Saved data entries
○ ○ ○

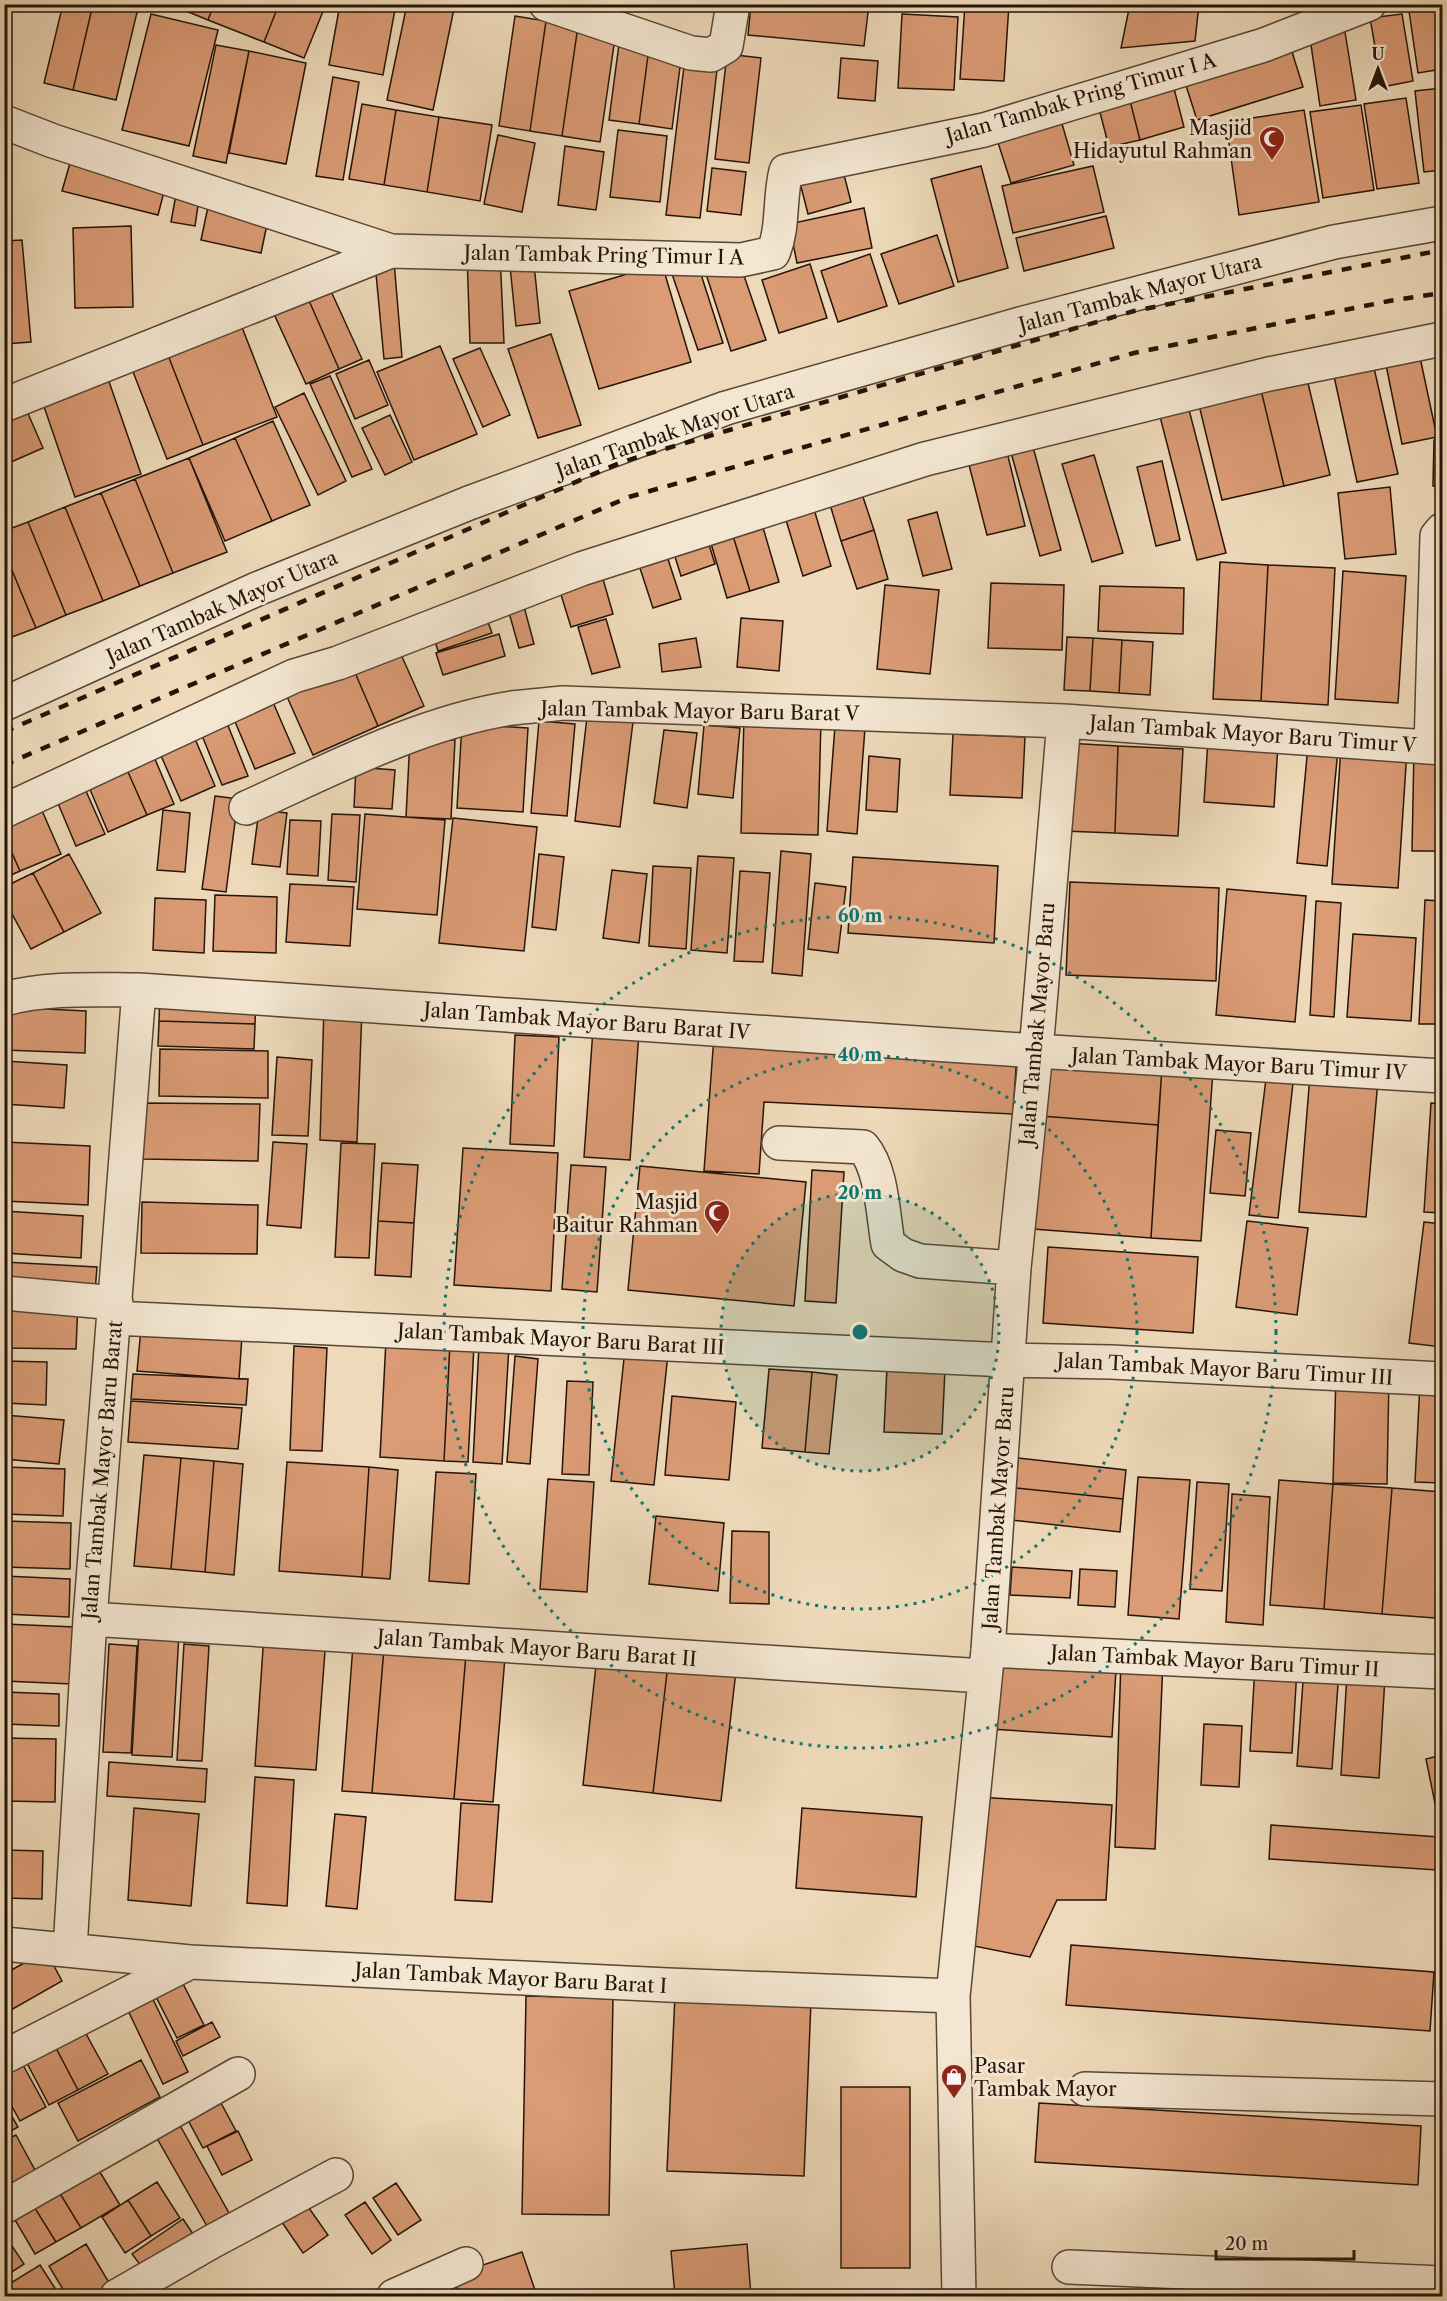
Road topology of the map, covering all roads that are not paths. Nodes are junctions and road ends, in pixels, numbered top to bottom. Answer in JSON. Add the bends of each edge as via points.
{"nodes":[{"id":1,"x":546,"y":4,"type":"edge"},
{"id":2,"x":733,"y":4,"type":"edge"},
{"id":3,"x":1369,"y":4,"type":"edge"},
{"id":4,"x":4,"y":122,"type":"edge"},
{"id":5,"x":1443,"y":223,"type":"edge"},
{"id":6,"x":391,"y":251,"type":"junction"},
{"id":7,"x":1443,"y":339,"type":"edge"},
{"id":8,"x":4,"y":405,"type":"edge"},
{"id":9,"x":1443,"y":530,"type":"edge"},
{"id":10,"x":4,"y":704,"type":"edge"},
{"id":11,"x":1064,"y":721,"type":"junction"},
{"id":12,"x":1437,"y":748,"type":"edge"},
{"id":13,"x":246,"y":808,"type":"dead end"},
{"id":14,"x":4,"y":811,"type":"edge"},
{"id":15,"x":139,"y":990,"type":"junction"},
{"id":16,"x":4,"y":999,"type":"edge"},
{"id":17,"x":1036,"y":1051,"type":"junction"},
{"id":18,"x":1443,"y":1076,"type":"edge"},
{"id":19,"x":779,"y":1143,"type":"dead end"},
{"id":20,"x":1014,"y":1268,"type":"junction"},
{"id":21,"x":4,"y":1293,"type":"edge"},
{"id":22,"x":115,"y":1310,"type":"junction"},
{"id":23,"x":1008,"y":1360,"type":"junction"},
{"id":24,"x":1443,"y":1379,"type":"edge"},
{"id":25,"x":90,"y":1619,"type":"junction"},
{"id":26,"x":986,"y":1663,"type":"junction"},
{"id":27,"x":1443,"y":1672,"type":"edge"},
{"id":28,"x":4,"y":1944,"type":"edge"},
{"id":29,"x":70,"y":1949,"type":"junction"},
{"id":30,"x":190,"y":1962,"type":"junction"},
{"id":31,"x":953,"y":1996,"type":"junction"},
{"id":32,"x":4,"y":2057,"type":"edge"},
{"id":33,"x":238,"y":2074,"type":"dead end"},
{"id":34,"x":1086,"y":2089,"type":"dead end"},
{"id":35,"x":1443,"y":2099,"type":"edge"},
{"id":36,"x":336,"y":2175,"type":"dead end"},
{"id":37,"x":4,"y":2207,"type":"edge"},
{"id":38,"x":466,"y":2264,"type":"dead end"},
{"id":39,"x":1069,"y":2267,"type":"dead end"},
{"id":40,"x":1443,"y":2283,"type":"edge"},
{"id":41,"x":117,"y":2296,"type":"edge"},
{"id":42,"x":394,"y":2296,"type":"edge"},
{"id":43,"x":959,"y":2296,"type":"edge"}],
"edges":[{"from":1,"to":2,"type":"street","via":[[691,53],[711,55],[726,46]]},
{"from":3,"to":6,"type":"street","name":"Jalan Tambak Pring Timur I A","via":[[1264,45],[984,130],[786,171],[779,239],[772,253],[760,257],[741,260]]},
{"from":4,"to":6,"type":"street","name":"Jalan Tambak Pring Timur I A"},
{"from":5,"to":10,"type":"street","name":"Jalan Tambak Mayor Utara","via":[[1323,245],[1020,324],[726,408],[257,589]]},
{"from":6,"to":8,"type":"street","name":"Jalan Tambak Pring Timur I A"},
{"from":7,"to":14,"type":"street","via":[[1269,374],[925,459],[581,569],[338,663],[294,676]]},
{"from":9,"to":12,"type":"street","via":[[1437,536]]},
{"from":11,"to":12,"type":"street","name":"Jalan Tambak Mayor Baru Timur V"},
{"from":11,"to":13,"type":"street","name":"Jalan Tambak Mayor Baru Barat V","via":[[563,704],[512,708],[391,742]]},
{"from":11,"to":17,"type":"street","name":"Jalan Tambak Mayor Baru"},
{"from":15,"to":16,"type":"street","name":"Jalan Tambak Mayor Baru Barat IV","via":[[76,989]]},
{"from":15,"to":17,"type":"street","name":"Jalan Tambak Mayor Baru Barat IV"},
{"from":15,"to":22,"type":"street","name":"Jalan Tambak Mayor Baru Barat"},
{"from":17,"to":18,"type":"street","name":"Jalan Tambak Mayor Baru Timur IV"},
{"from":17,"to":20,"type":"street","name":"Jalan Tambak Mayor Baru"},
{"from":19,"to":20,"type":"street","via":[[863,1147],[875,1167],[888,1244],[903,1255],[920,1261]]},
{"from":20,"to":23,"type":"street","name":"Jalan Tambak Mayor Baru"},
{"from":21,"to":22,"type":"street","name":"Jalan Tambak Mayor Baru Barat III"},
{"from":22,"to":23,"type":"street","name":"Jalan Tambak Mayor Baru Barat III"},
{"from":22,"to":25,"type":"street","name":"Jalan Tambak Mayor Baru Barat"},
{"from":23,"to":24,"type":"street","name":"Jalan Tambak Mayor Baru Timur III"},
{"from":23,"to":26,"type":"street","name":"Jalan Tambak Mayor Baru"},
{"from":25,"to":26,"type":"street","name":"Jalan Tambak Mayor Baru Barat II"},
{"from":25,"to":29,"type":"street","name":"Jalan Tambak Mayor Baru Barat"},
{"from":26,"to":27,"type":"street","name":"Jalan Tambak Mayor Baru Timur II"},
{"from":26,"to":31,"type":"street","name":"Jalan Tambak Mayor Baru"},
{"from":28,"to":29,"type":"street","name":"Jalan Tambak Mayor Baru Barat I"},
{"from":29,"to":30,"type":"street","name":"Jalan Tambak Mayor Baru Barat I"},
{"from":30,"to":31,"type":"street","name":"Jalan Tambak Mayor Baru Barat I"},
{"from":30,"to":32,"type":"street"},
{"from":31,"to":43,"type":"street","name":"Jalan Tambak Mayor Baru"},
{"from":33,"to":37,"type":"street"},
{"from":34,"to":35,"type":"street"},
{"from":36,"to":41,"type":"street"},
{"from":38,"to":42,"type":"street"},
{"from":39,"to":40,"type":"street"}]}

○ ○ ○

**Directions**
Give every line of the records above again, exactly, and omit the pictures.

**Exercise result**
Road topology of the map, covering all roads that are not paths. Nodes are junctions and road ends, in pixels, numbered top to bottom. Answer in JSON. Add the bends of each edge as via points.
{"nodes":[{"id":1,"x":546,"y":4,"type":"edge"},
{"id":2,"x":733,"y":4,"type":"edge"},
{"id":3,"x":1369,"y":4,"type":"edge"},
{"id":4,"x":4,"y":122,"type":"edge"},
{"id":5,"x":1443,"y":223,"type":"edge"},
{"id":6,"x":391,"y":251,"type":"junction"},
{"id":7,"x":1443,"y":339,"type":"edge"},
{"id":8,"x":4,"y":405,"type":"edge"},
{"id":9,"x":1443,"y":530,"type":"edge"},
{"id":10,"x":4,"y":704,"type":"edge"},
{"id":11,"x":1064,"y":721,"type":"junction"},
{"id":12,"x":1437,"y":748,"type":"edge"},
{"id":13,"x":246,"y":808,"type":"dead end"},
{"id":14,"x":4,"y":811,"type":"edge"},
{"id":15,"x":139,"y":990,"type":"junction"},
{"id":16,"x":4,"y":999,"type":"edge"},
{"id":17,"x":1036,"y":1051,"type":"junction"},
{"id":18,"x":1443,"y":1076,"type":"edge"},
{"id":19,"x":779,"y":1143,"type":"dead end"},
{"id":20,"x":1014,"y":1268,"type":"junction"},
{"id":21,"x":4,"y":1293,"type":"edge"},
{"id":22,"x":115,"y":1310,"type":"junction"},
{"id":23,"x":1008,"y":1360,"type":"junction"},
{"id":24,"x":1443,"y":1379,"type":"edge"},
{"id":25,"x":90,"y":1619,"type":"junction"},
{"id":26,"x":986,"y":1663,"type":"junction"},
{"id":27,"x":1443,"y":1672,"type":"edge"},
{"id":28,"x":4,"y":1944,"type":"edge"},
{"id":29,"x":70,"y":1949,"type":"junction"},
{"id":30,"x":190,"y":1962,"type":"junction"},
{"id":31,"x":953,"y":1996,"type":"junction"},
{"id":32,"x":4,"y":2057,"type":"edge"},
{"id":33,"x":238,"y":2074,"type":"dead end"},
{"id":34,"x":1086,"y":2089,"type":"dead end"},
{"id":35,"x":1443,"y":2099,"type":"edge"},
{"id":36,"x":336,"y":2175,"type":"dead end"},
{"id":37,"x":4,"y":2207,"type":"edge"},
{"id":38,"x":466,"y":2264,"type":"dead end"},
{"id":39,"x":1069,"y":2267,"type":"dead end"},
{"id":40,"x":1443,"y":2283,"type":"edge"},
{"id":41,"x":117,"y":2296,"type":"edge"},
{"id":42,"x":394,"y":2296,"type":"edge"},
{"id":43,"x":959,"y":2296,"type":"edge"}],
"edges":[{"from":1,"to":2,"type":"street","via":[[691,53],[711,55],[726,46]]},
{"from":3,"to":6,"type":"street","name":"Jalan Tambak Pring Timur I A","via":[[1264,45],[984,130],[786,171],[779,239],[772,253],[760,257],[741,260]]},
{"from":4,"to":6,"type":"street","name":"Jalan Tambak Pring Timur I A"},
{"from":5,"to":10,"type":"street","name":"Jalan Tambak Mayor Utara","via":[[1323,245],[1020,324],[726,408],[257,589]]},
{"from":6,"to":8,"type":"street","name":"Jalan Tambak Pring Timur I A"},
{"from":7,"to":14,"type":"street","via":[[1269,374],[925,459],[581,569],[338,663],[294,676]]},
{"from":9,"to":12,"type":"street","via":[[1437,536]]},
{"from":11,"to":12,"type":"street","name":"Jalan Tambak Mayor Baru Timur V"},
{"from":11,"to":13,"type":"street","name":"Jalan Tambak Mayor Baru Barat V","via":[[563,704],[512,708],[391,742]]},
{"from":11,"to":17,"type":"street","name":"Jalan Tambak Mayor Baru"},
{"from":15,"to":16,"type":"street","name":"Jalan Tambak Mayor Baru Barat IV","via":[[76,989]]},
{"from":15,"to":17,"type":"street","name":"Jalan Tambak Mayor Baru Barat IV"},
{"from":15,"to":22,"type":"street","name":"Jalan Tambak Mayor Baru Barat"},
{"from":17,"to":18,"type":"street","name":"Jalan Tambak Mayor Baru Timur IV"},
{"from":17,"to":20,"type":"street","name":"Jalan Tambak Mayor Baru"},
{"from":19,"to":20,"type":"street","via":[[863,1147],[875,1167],[888,1244],[903,1255],[920,1261]]},
{"from":20,"to":23,"type":"street","name":"Jalan Tambak Mayor Baru"},
{"from":21,"to":22,"type":"street","name":"Jalan Tambak Mayor Baru Barat III"},
{"from":22,"to":23,"type":"street","name":"Jalan Tambak Mayor Baru Barat III"},
{"from":22,"to":25,"type":"street","name":"Jalan Tambak Mayor Baru Barat"},
{"from":23,"to":24,"type":"street","name":"Jalan Tambak Mayor Baru Timur III"},
{"from":23,"to":26,"type":"street","name":"Jalan Tambak Mayor Baru"},
{"from":25,"to":26,"type":"street","name":"Jalan Tambak Mayor Baru Barat II"},
{"from":25,"to":29,"type":"street","name":"Jalan Tambak Mayor Baru Barat"},
{"from":26,"to":27,"type":"street","name":"Jalan Tambak Mayor Baru Timur II"},
{"from":26,"to":31,"type":"street","name":"Jalan Tambak Mayor Baru"},
{"from":28,"to":29,"type":"street","name":"Jalan Tambak Mayor Baru Barat I"},
{"from":29,"to":30,"type":"street","name":"Jalan Tambak Mayor Baru Barat I"},
{"from":30,"to":31,"type":"street","name":"Jalan Tambak Mayor Baru Barat I"},
{"from":30,"to":32,"type":"street"},
{"from":31,"to":43,"type":"street","name":"Jalan Tambak Mayor Baru"},
{"from":33,"to":37,"type":"street"},
{"from":34,"to":35,"type":"street"},
{"from":36,"to":41,"type":"street"},
{"from":38,"to":42,"type":"street"},
{"from":39,"to":40,"type":"street"}]}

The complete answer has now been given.